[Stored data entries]
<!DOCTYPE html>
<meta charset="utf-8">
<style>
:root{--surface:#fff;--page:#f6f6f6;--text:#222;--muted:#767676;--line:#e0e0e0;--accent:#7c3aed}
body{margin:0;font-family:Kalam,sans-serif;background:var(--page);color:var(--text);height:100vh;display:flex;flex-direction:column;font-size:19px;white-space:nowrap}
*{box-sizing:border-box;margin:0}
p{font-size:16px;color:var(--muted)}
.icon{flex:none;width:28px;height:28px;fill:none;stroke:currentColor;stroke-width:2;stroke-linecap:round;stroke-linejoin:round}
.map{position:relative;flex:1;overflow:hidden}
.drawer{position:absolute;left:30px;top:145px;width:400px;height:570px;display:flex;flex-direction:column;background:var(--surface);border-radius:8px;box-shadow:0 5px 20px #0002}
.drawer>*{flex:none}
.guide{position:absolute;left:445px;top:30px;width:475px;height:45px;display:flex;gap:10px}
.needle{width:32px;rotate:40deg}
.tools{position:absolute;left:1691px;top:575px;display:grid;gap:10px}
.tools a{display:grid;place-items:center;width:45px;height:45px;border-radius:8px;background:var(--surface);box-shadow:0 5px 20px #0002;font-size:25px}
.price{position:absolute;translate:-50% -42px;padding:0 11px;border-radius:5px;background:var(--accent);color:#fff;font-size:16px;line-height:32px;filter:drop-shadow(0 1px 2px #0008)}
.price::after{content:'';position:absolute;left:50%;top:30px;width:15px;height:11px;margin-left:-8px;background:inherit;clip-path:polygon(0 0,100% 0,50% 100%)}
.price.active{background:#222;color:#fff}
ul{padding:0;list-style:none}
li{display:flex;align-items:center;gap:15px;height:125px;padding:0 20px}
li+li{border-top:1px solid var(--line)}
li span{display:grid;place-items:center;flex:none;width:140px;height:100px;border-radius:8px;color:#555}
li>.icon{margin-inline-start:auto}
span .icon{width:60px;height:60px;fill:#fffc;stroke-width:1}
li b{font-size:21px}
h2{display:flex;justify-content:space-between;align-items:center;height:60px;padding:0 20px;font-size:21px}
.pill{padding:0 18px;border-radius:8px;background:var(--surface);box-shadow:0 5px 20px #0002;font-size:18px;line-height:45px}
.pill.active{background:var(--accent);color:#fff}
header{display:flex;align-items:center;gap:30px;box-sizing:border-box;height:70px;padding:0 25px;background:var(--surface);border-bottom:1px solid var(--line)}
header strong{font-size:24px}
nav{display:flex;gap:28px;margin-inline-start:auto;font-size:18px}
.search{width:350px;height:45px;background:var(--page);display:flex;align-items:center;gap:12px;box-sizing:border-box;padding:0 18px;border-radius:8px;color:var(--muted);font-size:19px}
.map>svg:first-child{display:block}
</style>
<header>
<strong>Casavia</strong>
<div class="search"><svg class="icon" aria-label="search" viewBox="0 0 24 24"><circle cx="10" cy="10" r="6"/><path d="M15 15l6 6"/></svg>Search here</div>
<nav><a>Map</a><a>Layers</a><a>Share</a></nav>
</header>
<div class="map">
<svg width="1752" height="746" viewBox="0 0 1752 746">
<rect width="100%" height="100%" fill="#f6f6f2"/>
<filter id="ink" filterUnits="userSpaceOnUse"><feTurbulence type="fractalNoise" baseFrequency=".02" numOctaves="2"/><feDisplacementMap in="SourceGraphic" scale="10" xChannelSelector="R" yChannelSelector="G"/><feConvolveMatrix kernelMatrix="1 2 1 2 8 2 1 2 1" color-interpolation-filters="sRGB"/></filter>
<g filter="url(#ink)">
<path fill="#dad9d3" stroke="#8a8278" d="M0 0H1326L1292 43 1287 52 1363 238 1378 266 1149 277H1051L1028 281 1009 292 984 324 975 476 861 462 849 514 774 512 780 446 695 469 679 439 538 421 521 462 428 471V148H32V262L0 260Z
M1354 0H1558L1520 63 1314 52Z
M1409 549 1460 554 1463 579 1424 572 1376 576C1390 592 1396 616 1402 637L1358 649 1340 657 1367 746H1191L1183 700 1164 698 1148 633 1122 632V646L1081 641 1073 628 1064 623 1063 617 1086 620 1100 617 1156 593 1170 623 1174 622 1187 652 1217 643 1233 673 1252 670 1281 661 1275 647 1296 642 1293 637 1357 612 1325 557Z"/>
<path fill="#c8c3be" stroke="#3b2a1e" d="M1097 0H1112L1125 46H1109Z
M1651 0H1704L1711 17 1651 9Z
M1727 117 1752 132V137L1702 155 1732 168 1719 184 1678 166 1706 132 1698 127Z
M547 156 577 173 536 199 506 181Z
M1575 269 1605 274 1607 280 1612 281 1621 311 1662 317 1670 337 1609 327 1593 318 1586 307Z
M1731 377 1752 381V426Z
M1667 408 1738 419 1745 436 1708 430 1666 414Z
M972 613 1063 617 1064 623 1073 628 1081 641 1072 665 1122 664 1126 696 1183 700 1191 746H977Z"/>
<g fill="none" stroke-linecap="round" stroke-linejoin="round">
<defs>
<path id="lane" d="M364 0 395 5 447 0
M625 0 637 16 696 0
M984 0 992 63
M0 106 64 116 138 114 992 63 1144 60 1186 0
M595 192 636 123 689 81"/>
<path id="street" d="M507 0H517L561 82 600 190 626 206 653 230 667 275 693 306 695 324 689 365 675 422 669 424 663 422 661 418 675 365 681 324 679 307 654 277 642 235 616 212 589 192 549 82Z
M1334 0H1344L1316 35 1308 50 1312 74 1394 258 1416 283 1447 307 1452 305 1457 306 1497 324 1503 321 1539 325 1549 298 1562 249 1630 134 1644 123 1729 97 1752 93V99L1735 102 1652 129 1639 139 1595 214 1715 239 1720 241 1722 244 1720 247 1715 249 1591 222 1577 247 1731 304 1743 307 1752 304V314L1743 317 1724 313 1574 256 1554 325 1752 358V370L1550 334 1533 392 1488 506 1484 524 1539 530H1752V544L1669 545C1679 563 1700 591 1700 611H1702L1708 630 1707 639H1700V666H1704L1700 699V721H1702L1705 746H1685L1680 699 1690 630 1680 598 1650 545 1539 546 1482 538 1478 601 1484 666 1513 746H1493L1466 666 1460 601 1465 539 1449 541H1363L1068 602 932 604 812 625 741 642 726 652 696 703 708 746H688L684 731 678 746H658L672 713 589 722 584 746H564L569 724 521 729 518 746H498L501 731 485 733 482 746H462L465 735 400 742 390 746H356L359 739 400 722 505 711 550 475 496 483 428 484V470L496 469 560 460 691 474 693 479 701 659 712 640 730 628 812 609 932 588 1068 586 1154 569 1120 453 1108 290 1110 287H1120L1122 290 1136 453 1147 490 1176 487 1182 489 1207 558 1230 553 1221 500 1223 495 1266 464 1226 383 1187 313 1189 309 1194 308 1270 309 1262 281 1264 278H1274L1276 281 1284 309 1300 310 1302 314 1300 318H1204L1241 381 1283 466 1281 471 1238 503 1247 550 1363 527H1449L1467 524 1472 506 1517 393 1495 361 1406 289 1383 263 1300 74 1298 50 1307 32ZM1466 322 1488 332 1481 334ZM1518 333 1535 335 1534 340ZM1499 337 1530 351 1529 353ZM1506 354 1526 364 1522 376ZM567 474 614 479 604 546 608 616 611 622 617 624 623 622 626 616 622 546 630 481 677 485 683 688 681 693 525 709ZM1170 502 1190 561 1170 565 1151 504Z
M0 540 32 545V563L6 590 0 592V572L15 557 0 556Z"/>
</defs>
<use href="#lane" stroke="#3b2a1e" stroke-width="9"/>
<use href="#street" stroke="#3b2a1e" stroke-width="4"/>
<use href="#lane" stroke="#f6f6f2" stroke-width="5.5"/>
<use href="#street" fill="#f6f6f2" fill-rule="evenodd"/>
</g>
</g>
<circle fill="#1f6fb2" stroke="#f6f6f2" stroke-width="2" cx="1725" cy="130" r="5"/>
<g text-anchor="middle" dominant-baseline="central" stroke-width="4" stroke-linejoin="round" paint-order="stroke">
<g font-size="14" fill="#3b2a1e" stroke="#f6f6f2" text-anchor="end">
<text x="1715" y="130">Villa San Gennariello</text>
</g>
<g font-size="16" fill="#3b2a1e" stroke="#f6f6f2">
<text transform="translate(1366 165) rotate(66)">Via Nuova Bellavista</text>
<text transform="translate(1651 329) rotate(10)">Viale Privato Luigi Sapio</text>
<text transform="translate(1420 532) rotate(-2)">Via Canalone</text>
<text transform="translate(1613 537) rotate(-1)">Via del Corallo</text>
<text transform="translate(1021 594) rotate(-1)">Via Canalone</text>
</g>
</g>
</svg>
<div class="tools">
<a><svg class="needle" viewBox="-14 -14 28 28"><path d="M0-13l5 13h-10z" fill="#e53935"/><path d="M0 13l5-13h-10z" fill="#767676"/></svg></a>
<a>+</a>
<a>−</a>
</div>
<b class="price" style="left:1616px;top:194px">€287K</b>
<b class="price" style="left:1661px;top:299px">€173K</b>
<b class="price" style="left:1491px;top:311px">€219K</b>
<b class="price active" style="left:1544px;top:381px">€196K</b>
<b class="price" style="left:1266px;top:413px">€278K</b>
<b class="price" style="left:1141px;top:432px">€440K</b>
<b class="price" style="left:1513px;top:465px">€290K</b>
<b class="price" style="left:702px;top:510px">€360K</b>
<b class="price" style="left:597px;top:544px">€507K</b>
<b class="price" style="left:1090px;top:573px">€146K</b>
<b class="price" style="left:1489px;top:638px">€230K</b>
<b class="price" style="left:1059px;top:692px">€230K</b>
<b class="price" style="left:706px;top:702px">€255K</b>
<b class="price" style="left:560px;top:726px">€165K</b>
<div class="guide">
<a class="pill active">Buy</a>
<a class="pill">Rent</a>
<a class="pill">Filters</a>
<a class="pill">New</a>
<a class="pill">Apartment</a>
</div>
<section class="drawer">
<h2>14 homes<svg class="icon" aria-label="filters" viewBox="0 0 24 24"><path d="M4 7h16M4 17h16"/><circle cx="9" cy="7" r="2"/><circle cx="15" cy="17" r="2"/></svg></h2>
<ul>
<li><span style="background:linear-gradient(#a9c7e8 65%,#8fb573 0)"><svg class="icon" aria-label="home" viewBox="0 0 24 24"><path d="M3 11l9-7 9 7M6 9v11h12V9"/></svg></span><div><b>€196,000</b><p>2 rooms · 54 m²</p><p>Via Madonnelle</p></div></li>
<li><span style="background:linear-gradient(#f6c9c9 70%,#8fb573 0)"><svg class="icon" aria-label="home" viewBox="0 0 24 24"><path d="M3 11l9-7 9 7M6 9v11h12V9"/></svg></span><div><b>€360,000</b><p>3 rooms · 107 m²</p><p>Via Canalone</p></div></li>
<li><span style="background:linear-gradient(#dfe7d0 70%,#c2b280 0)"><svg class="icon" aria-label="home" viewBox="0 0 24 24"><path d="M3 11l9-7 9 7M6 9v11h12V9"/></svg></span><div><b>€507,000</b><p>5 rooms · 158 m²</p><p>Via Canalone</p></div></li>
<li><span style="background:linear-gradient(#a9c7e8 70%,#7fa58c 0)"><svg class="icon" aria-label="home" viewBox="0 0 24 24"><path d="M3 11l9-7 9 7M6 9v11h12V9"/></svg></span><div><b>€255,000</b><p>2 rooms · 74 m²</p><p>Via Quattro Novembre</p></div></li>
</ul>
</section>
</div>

▶ _Your assignment_: Report all lines of the data above that include the string "linejoin".

▶ _Written response_:
.icon{flex:none;width:28px;height:28px;fill:none;stroke:currentColor;stroke-width:2;stroke-linecap:round;stroke-linejoin:round}
<g fill="none" stroke-linecap="round" stroke-linejoin="round">
<g text-anchor="middle" dominant-baseline="central" stroke-width="4" stroke-linejoin="round" paint-order="stroke">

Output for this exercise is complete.